Recorded data »

+ + +

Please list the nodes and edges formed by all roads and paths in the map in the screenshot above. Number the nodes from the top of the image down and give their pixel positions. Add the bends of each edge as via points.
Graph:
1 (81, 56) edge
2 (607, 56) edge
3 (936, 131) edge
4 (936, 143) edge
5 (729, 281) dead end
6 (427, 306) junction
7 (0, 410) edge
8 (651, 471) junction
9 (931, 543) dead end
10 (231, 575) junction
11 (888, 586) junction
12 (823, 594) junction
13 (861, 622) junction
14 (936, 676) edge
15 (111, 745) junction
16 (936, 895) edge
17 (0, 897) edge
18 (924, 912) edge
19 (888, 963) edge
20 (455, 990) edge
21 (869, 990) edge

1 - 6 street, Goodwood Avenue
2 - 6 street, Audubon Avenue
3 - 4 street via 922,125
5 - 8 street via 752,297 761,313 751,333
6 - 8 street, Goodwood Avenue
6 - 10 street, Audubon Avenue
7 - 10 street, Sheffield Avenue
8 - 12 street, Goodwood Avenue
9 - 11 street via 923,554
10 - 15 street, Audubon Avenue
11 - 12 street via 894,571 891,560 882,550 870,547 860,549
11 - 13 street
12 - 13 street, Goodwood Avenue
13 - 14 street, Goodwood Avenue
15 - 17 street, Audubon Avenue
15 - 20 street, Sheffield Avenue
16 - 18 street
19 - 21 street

+ + +

Directions for this task »
Every entry needs to be copied exactly as it was written.

Exercise solution »
Please list the nodes and edges formed by all roads and paths in the map in the screenshot above. Number the nodes from the top of the image down and give their pixel positions. Add the bends of each edge as via points.
Graph:
1 (81, 56) edge
2 (607, 56) edge
3 (936, 131) edge
4 (936, 143) edge
5 (729, 281) dead end
6 (427, 306) junction
7 (0, 410) edge
8 (651, 471) junction
9 (931, 543) dead end
10 (231, 575) junction
11 (888, 586) junction
12 (823, 594) junction
13 (861, 622) junction
14 (936, 676) edge
15 (111, 745) junction
16 (936, 895) edge
17 (0, 897) edge
18 (924, 912) edge
19 (888, 963) edge
20 (455, 990) edge
21 (869, 990) edge

1 - 6 street, Goodwood Avenue
2 - 6 street, Audubon Avenue
3 - 4 street via 922,125
5 - 8 street via 752,297 761,313 751,333
6 - 8 street, Goodwood Avenue
6 - 10 street, Audubon Avenue
7 - 10 street, Sheffield Avenue
8 - 12 street, Goodwood Avenue
9 - 11 street via 923,554
10 - 15 street, Audubon Avenue
11 - 12 street via 894,571 891,560 882,550 870,547 860,549
11 - 13 street
12 - 13 street, Goodwood Avenue
13 - 14 street, Goodwood Avenue
15 - 17 street, Audubon Avenue
15 - 20 street, Sheffield Avenue
16 - 18 street
19 - 21 street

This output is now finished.